The whole listing below is to be copied exactly.

** RECORDS FOR THIS EXERCISE **

--- START ---

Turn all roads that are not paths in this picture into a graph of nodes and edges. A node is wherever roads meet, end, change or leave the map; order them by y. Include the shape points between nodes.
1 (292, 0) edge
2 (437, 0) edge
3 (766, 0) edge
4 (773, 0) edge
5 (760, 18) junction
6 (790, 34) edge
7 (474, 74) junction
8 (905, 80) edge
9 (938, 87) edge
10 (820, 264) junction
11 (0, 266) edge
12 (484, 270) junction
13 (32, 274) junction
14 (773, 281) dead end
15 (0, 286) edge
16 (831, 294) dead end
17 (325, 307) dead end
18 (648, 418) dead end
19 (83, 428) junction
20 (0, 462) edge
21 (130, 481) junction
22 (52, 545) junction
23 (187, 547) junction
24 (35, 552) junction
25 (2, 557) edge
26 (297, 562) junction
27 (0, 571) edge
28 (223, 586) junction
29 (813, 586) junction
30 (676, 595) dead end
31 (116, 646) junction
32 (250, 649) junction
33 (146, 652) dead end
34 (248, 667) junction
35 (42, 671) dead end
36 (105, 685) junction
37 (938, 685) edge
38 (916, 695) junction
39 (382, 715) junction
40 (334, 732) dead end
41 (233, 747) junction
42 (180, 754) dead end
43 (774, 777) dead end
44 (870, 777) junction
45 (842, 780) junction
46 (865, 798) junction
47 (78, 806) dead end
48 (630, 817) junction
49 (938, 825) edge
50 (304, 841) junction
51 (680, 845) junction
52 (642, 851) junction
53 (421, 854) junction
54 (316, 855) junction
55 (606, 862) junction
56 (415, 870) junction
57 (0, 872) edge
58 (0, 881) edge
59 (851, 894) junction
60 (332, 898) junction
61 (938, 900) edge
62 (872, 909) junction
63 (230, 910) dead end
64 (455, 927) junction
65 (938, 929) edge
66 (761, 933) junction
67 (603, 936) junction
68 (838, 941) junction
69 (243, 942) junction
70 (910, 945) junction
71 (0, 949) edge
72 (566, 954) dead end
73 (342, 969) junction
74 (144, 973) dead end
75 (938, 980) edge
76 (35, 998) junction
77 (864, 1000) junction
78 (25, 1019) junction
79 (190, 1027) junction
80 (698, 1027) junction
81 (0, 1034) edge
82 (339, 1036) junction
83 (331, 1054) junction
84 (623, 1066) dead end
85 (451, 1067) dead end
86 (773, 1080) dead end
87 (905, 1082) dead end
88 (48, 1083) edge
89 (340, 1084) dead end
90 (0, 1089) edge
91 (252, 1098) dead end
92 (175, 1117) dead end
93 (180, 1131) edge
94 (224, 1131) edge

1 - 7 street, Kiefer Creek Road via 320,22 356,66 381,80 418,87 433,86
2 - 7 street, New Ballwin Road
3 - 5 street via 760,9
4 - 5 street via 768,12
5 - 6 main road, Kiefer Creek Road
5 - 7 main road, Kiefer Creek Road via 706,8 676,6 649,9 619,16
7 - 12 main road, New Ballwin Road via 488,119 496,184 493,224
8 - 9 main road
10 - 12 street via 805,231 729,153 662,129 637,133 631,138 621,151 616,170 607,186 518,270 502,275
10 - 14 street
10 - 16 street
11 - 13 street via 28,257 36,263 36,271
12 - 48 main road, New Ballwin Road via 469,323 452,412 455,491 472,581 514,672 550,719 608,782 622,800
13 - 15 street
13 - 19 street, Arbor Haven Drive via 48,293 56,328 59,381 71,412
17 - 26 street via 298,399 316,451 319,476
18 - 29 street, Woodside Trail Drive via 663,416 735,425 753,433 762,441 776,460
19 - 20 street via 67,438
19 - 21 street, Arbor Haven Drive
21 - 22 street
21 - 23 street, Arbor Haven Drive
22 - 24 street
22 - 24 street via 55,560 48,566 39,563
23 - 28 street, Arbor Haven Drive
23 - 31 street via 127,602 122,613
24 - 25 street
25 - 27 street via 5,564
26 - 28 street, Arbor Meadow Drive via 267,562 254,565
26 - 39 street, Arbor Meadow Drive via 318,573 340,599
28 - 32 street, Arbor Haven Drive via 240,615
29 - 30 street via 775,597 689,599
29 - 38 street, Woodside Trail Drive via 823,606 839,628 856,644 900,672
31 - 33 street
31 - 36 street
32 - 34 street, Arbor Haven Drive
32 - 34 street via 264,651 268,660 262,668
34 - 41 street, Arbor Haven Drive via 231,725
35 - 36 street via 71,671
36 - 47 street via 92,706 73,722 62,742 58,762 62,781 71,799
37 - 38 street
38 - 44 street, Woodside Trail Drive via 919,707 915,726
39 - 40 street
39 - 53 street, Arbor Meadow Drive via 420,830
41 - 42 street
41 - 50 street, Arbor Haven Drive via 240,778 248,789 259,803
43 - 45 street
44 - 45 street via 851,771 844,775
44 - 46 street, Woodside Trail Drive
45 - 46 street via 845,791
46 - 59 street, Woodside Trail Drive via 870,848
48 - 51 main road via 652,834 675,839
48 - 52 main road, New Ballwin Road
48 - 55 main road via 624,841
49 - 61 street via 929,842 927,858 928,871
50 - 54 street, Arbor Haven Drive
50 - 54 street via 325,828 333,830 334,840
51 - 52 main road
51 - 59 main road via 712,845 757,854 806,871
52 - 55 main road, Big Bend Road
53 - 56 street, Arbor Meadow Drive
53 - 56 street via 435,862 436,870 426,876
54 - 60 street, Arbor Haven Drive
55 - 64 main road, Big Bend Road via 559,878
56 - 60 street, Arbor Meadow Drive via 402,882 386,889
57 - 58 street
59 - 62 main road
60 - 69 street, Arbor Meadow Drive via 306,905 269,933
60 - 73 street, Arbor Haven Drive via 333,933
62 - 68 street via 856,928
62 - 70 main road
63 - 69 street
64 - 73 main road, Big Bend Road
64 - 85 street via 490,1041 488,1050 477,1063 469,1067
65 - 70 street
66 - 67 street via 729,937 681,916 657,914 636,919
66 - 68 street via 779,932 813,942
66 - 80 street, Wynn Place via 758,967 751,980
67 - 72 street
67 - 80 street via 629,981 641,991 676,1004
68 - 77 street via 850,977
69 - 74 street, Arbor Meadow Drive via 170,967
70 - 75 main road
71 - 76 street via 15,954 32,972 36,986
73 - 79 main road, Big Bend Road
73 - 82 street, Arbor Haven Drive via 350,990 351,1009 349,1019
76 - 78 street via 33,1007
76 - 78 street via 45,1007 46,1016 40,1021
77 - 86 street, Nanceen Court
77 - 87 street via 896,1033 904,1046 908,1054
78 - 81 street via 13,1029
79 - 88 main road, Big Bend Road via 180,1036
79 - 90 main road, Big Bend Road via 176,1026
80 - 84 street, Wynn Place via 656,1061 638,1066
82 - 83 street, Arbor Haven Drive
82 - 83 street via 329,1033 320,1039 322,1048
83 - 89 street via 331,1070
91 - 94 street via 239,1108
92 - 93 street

--- END ---

** TASK RESPONSE **
Turn all roads that are not paths in this picture into a graph of nodes and edges. A node is wherever roads meet, end, change or leave the map; order them by y. Include the shape points between nodes.
1 (292, 0) edge
2 (437, 0) edge
3 (766, 0) edge
4 (773, 0) edge
5 (760, 18) junction
6 (790, 34) edge
7 (474, 74) junction
8 (905, 80) edge
9 (938, 87) edge
10 (820, 264) junction
11 (0, 266) edge
12 (484, 270) junction
13 (32, 274) junction
14 (773, 281) dead end
15 (0, 286) edge
16 (831, 294) dead end
17 (325, 307) dead end
18 (648, 418) dead end
19 (83, 428) junction
20 (0, 462) edge
21 (130, 481) junction
22 (52, 545) junction
23 (187, 547) junction
24 (35, 552) junction
25 (2, 557) edge
26 (297, 562) junction
27 (0, 571) edge
28 (223, 586) junction
29 (813, 586) junction
30 (676, 595) dead end
31 (116, 646) junction
32 (250, 649) junction
33 (146, 652) dead end
34 (248, 667) junction
35 (42, 671) dead end
36 (105, 685) junction
37 (938, 685) edge
38 (916, 695) junction
39 (382, 715) junction
40 (334, 732) dead end
41 (233, 747) junction
42 (180, 754) dead end
43 (774, 777) dead end
44 (870, 777) junction
45 (842, 780) junction
46 (865, 798) junction
47 (78, 806) dead end
48 (630, 817) junction
49 (938, 825) edge
50 (304, 841) junction
51 (680, 845) junction
52 (642, 851) junction
53 (421, 854) junction
54 (316, 855) junction
55 (606, 862) junction
56 (415, 870) junction
57 (0, 872) edge
58 (0, 881) edge
59 (851, 894) junction
60 (332, 898) junction
61 (938, 900) edge
62 (872, 909) junction
63 (230, 910) dead end
64 (455, 927) junction
65 (938, 929) edge
66 (761, 933) junction
67 (603, 936) junction
68 (838, 941) junction
69 (243, 942) junction
70 (910, 945) junction
71 (0, 949) edge
72 (566, 954) dead end
73 (342, 969) junction
74 (144, 973) dead end
75 (938, 980) edge
76 (35, 998) junction
77 (864, 1000) junction
78 (25, 1019) junction
79 (190, 1027) junction
80 (698, 1027) junction
81 (0, 1034) edge
82 (339, 1036) junction
83 (331, 1054) junction
84 (623, 1066) dead end
85 (451, 1067) dead end
86 (773, 1080) dead end
87 (905, 1082) dead end
88 (48, 1083) edge
89 (340, 1084) dead end
90 (0, 1089) edge
91 (252, 1098) dead end
92 (175, 1117) dead end
93 (180, 1131) edge
94 (224, 1131) edge

1 - 7 street, Kiefer Creek Road via 320,22 356,66 381,80 418,87 433,86
2 - 7 street, New Ballwin Road
3 - 5 street via 760,9
4 - 5 street via 768,12
5 - 6 main road, Kiefer Creek Road
5 - 7 main road, Kiefer Creek Road via 706,8 676,6 649,9 619,16
7 - 12 main road, New Ballwin Road via 488,119 496,184 493,224
8 - 9 main road
10 - 12 street via 805,231 729,153 662,129 637,133 631,138 621,151 616,170 607,186 518,270 502,275
10 - 14 street
10 - 16 street
11 - 13 street via 28,257 36,263 36,271
12 - 48 main road, New Ballwin Road via 469,323 452,412 455,491 472,581 514,672 550,719 608,782 622,800
13 - 15 street
13 - 19 street, Arbor Haven Drive via 48,293 56,328 59,381 71,412
17 - 26 street via 298,399 316,451 319,476
18 - 29 street, Woodside Trail Drive via 663,416 735,425 753,433 762,441 776,460
19 - 20 street via 67,438
19 - 21 street, Arbor Haven Drive
21 - 22 street
21 - 23 street, Arbor Haven Drive
22 - 24 street
22 - 24 street via 55,560 48,566 39,563
23 - 28 street, Arbor Haven Drive
23 - 31 street via 127,602 122,613
24 - 25 street
25 - 27 street via 5,564
26 - 28 street, Arbor Meadow Drive via 267,562 254,565
26 - 39 street, Arbor Meadow Drive via 318,573 340,599
28 - 32 street, Arbor Haven Drive via 240,615
29 - 30 street via 775,597 689,599
29 - 38 street, Woodside Trail Drive via 823,606 839,628 856,644 900,672
31 - 33 street
31 - 36 street
32 - 34 street, Arbor Haven Drive
32 - 34 street via 264,651 268,660 262,668
34 - 41 street, Arbor Haven Drive via 231,725
35 - 36 street via 71,671
36 - 47 street via 92,706 73,722 62,742 58,762 62,781 71,799
37 - 38 street
38 - 44 street, Woodside Trail Drive via 919,707 915,726
39 - 40 street
39 - 53 street, Arbor Meadow Drive via 420,830
41 - 42 street
41 - 50 street, Arbor Haven Drive via 240,778 248,789 259,803
43 - 45 street
44 - 45 street via 851,771 844,775
44 - 46 street, Woodside Trail Drive
45 - 46 street via 845,791
46 - 59 street, Woodside Trail Drive via 870,848
48 - 51 main road via 652,834 675,839
48 - 52 main road, New Ballwin Road
48 - 55 main road via 624,841
49 - 61 street via 929,842 927,858 928,871
50 - 54 street, Arbor Haven Drive
50 - 54 street via 325,828 333,830 334,840
51 - 52 main road
51 - 59 main road via 712,845 757,854 806,871
52 - 55 main road, Big Bend Road
53 - 56 street, Arbor Meadow Drive
53 - 56 street via 435,862 436,870 426,876
54 - 60 street, Arbor Haven Drive
55 - 64 main road, Big Bend Road via 559,878
56 - 60 street, Arbor Meadow Drive via 402,882 386,889
57 - 58 street
59 - 62 main road
60 - 69 street, Arbor Meadow Drive via 306,905 269,933
60 - 73 street, Arbor Haven Drive via 333,933
62 - 68 street via 856,928
62 - 70 main road
63 - 69 street
64 - 73 main road, Big Bend Road
64 - 85 street via 490,1041 488,1050 477,1063 469,1067
65 - 70 street
66 - 67 street via 729,937 681,916 657,914 636,919
66 - 68 street via 779,932 813,942
66 - 80 street, Wynn Place via 758,967 751,980
67 - 72 street
67 - 80 street via 629,981 641,991 676,1004
68 - 77 street via 850,977
69 - 74 street, Arbor Meadow Drive via 170,967
70 - 75 main road
71 - 76 street via 15,954 32,972 36,986
73 - 79 main road, Big Bend Road
73 - 82 street, Arbor Haven Drive via 350,990 351,1009 349,1019
76 - 78 street via 33,1007
76 - 78 street via 45,1007 46,1016 40,1021
77 - 86 street, Nanceen Court
77 - 87 street via 896,1033 904,1046 908,1054
78 - 81 street via 13,1029
79 - 88 main road, Big Bend Road via 180,1036
79 - 90 main road, Big Bend Road via 176,1026
80 - 84 street, Wynn Place via 656,1061 638,1066
82 - 83 street, Arbor Haven Drive
82 - 83 street via 329,1033 320,1039 322,1048
83 - 89 street via 331,1070
91 - 94 street via 239,1108
92 - 93 street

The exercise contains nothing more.